[Material supplied]:
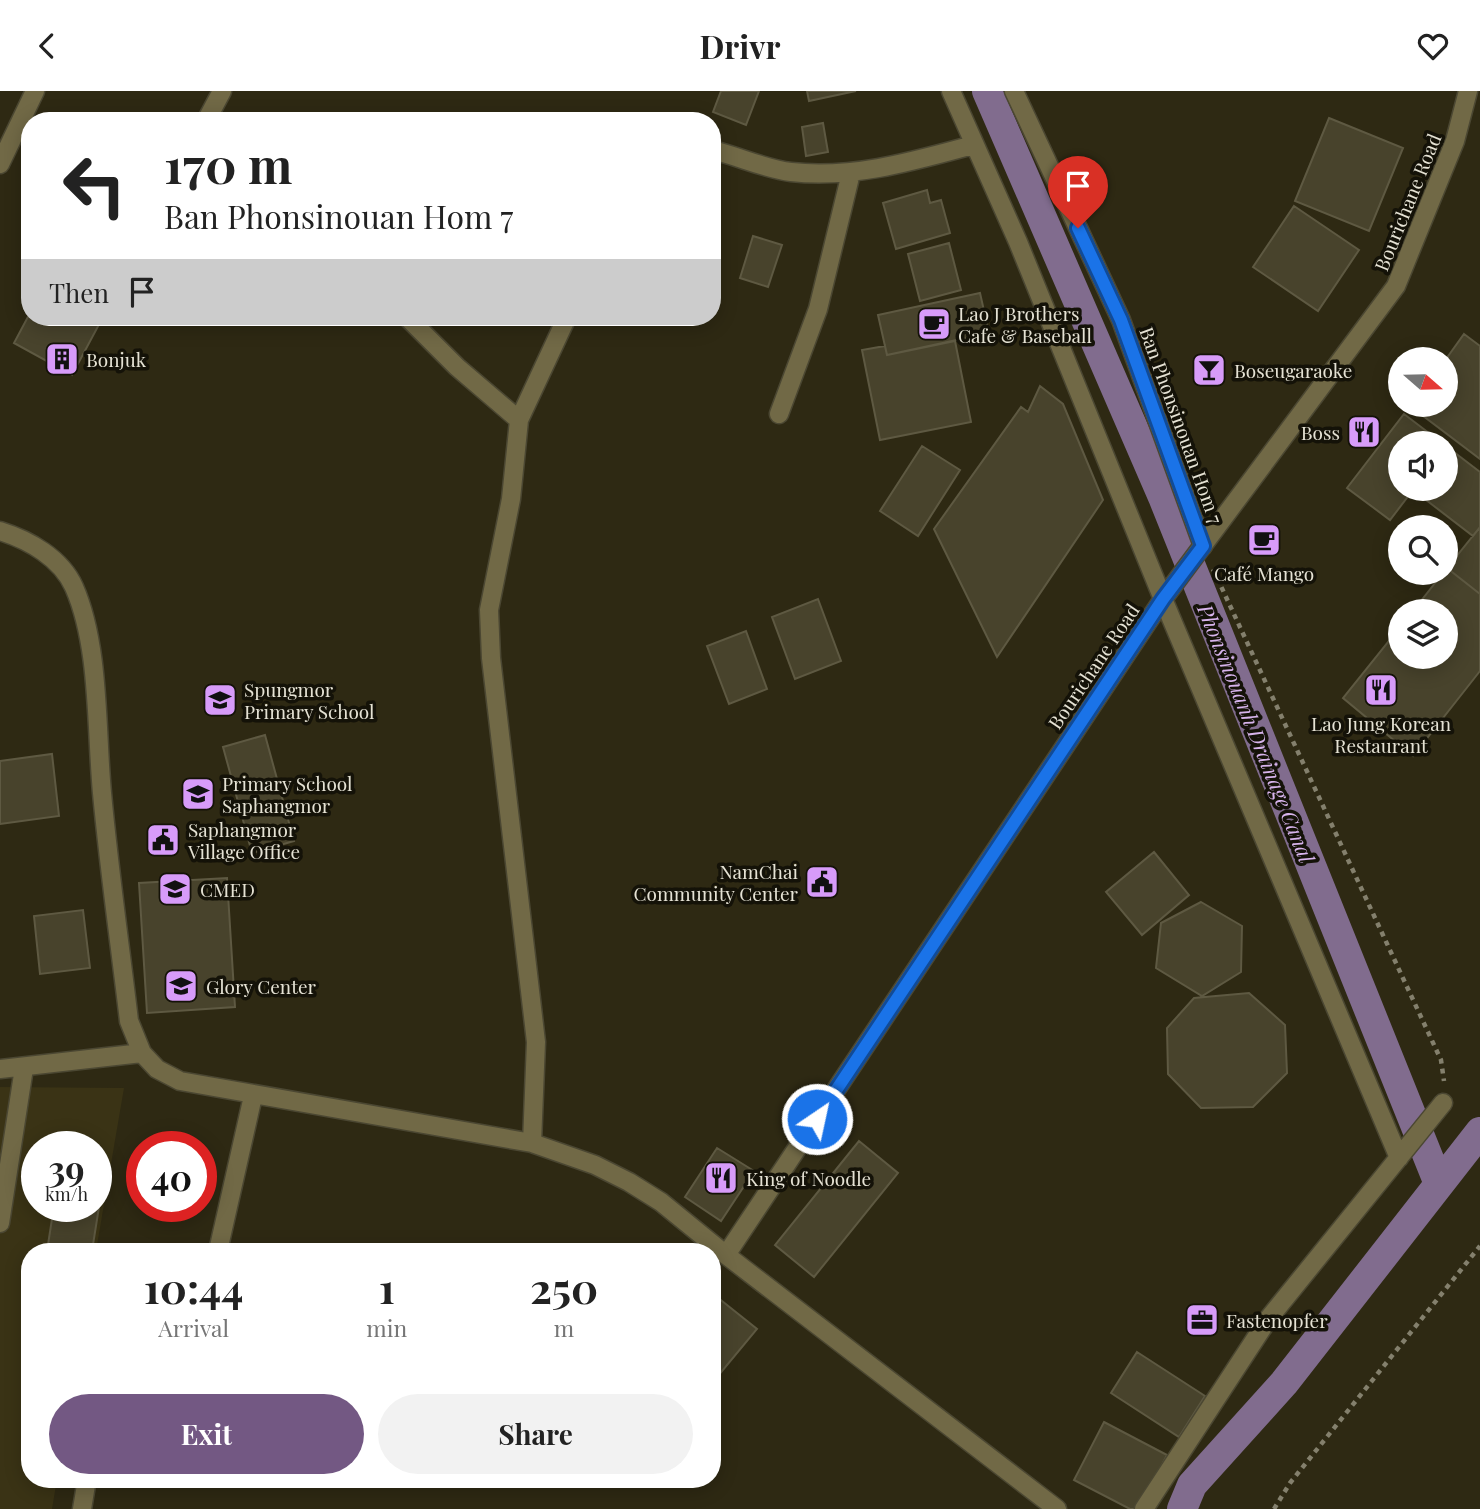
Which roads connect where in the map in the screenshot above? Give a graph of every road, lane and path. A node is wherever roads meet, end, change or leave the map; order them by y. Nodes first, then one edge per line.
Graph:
1 (35, 91) edge
2 (222, 91) edge
3 (951, 91) edge
4 (1014, 91) edge
5 (1468, 91) edge
6 (25, 112) edge
7 (211, 112) edge
8 (21, 120) edge
9 (973, 145) junction
10 (721, 153) edge
11 (0, 164) edge
12 (851, 173) junction
13 (416, 326) edge
14 (563, 326) edge
15 (779, 414) dead end
16 (519, 420) junction
17 (0, 531) edge
18 (1203, 546) junction
19 (1163, 599) junction
20 (142, 1053) junction
21 (24, 1068) junction
22 (0, 1069) edge
23 (253, 1096) junction
24 (1443, 1103) joint
25 (533, 1143) junction
26 (1399, 1158) junction
27 (0, 1223) edge
28 (220, 1243) edge
29 (712, 1243) edge
30 (1480, 1246) edge
31 (721, 1251) edge
32 (726, 1255) junction
33 (86, 1488) edge
34 (82, 1509) edge
35 (1057, 1509) edge
36 (1144, 1509) edge
37 (1274, 1509) edge

1 - 6 street
2 - 7 street
3 - 9 street
4 - 18 street, Ban Phonsinouan Hom 7
5 - 18 street, Bourichane Road
8 - 11 street
9 - 12 street
9 - 19 street
10 - 12 street
12 - 15 street
13 - 16 street
14 - 16 street
16 - 25 street
17 - 20 street
18 - 19 street, Bourichane Road
18 - 24 path
19 - 26 street
19 - 32 street, Bourichane Road
20 - 21 street
20 - 23 street
21 - 22 street
21 - 27 street
23 - 25 street
23 - 28 street
24 - 26 street
25 - 29 street
26 - 36 street
30 - 37 path
31 - 32 street
32 - 35 street
33 - 34 street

[Exercise directions]:
Apart from the pictures, every line above must be repeated exactly.

[Solution for this exercise]:
Which roads connect where in the map in the screenshot above? Give a graph of every road, lane and path. A node is wherever roads meet, end, change or leave the map; order them by y. Nodes first, then one edge per line.
Graph:
1 (35, 91) edge
2 (222, 91) edge
3 (951, 91) edge
4 (1014, 91) edge
5 (1468, 91) edge
6 (25, 112) edge
7 (211, 112) edge
8 (21, 120) edge
9 (973, 145) junction
10 (721, 153) edge
11 (0, 164) edge
12 (851, 173) junction
13 (416, 326) edge
14 (563, 326) edge
15 (779, 414) dead end
16 (519, 420) junction
17 (0, 531) edge
18 (1203, 546) junction
19 (1163, 599) junction
20 (142, 1053) junction
21 (24, 1068) junction
22 (0, 1069) edge
23 (253, 1096) junction
24 (1443, 1103) joint
25 (533, 1143) junction
26 (1399, 1158) junction
27 (0, 1223) edge
28 (220, 1243) edge
29 (712, 1243) edge
30 (1480, 1246) edge
31 (721, 1251) edge
32 (726, 1255) junction
33 (86, 1488) edge
34 (82, 1509) edge
35 (1057, 1509) edge
36 (1144, 1509) edge
37 (1274, 1509) edge

1 - 6 street
2 - 7 street
3 - 9 street
4 - 18 street, Ban Phonsinouan Hom 7
5 - 18 street, Bourichane Road
8 - 11 street
9 - 12 street
9 - 19 street
10 - 12 street
12 - 15 street
13 - 16 street
14 - 16 street
16 - 25 street
17 - 20 street
18 - 19 street, Bourichane Road
18 - 24 path
19 - 26 street
19 - 32 street, Bourichane Road
20 - 21 street
20 - 23 street
21 - 22 street
21 - 27 street
23 - 25 street
23 - 28 street
24 - 26 street
25 - 29 street
26 - 36 street
30 - 37 path
31 - 32 street
32 - 35 street
33 - 34 street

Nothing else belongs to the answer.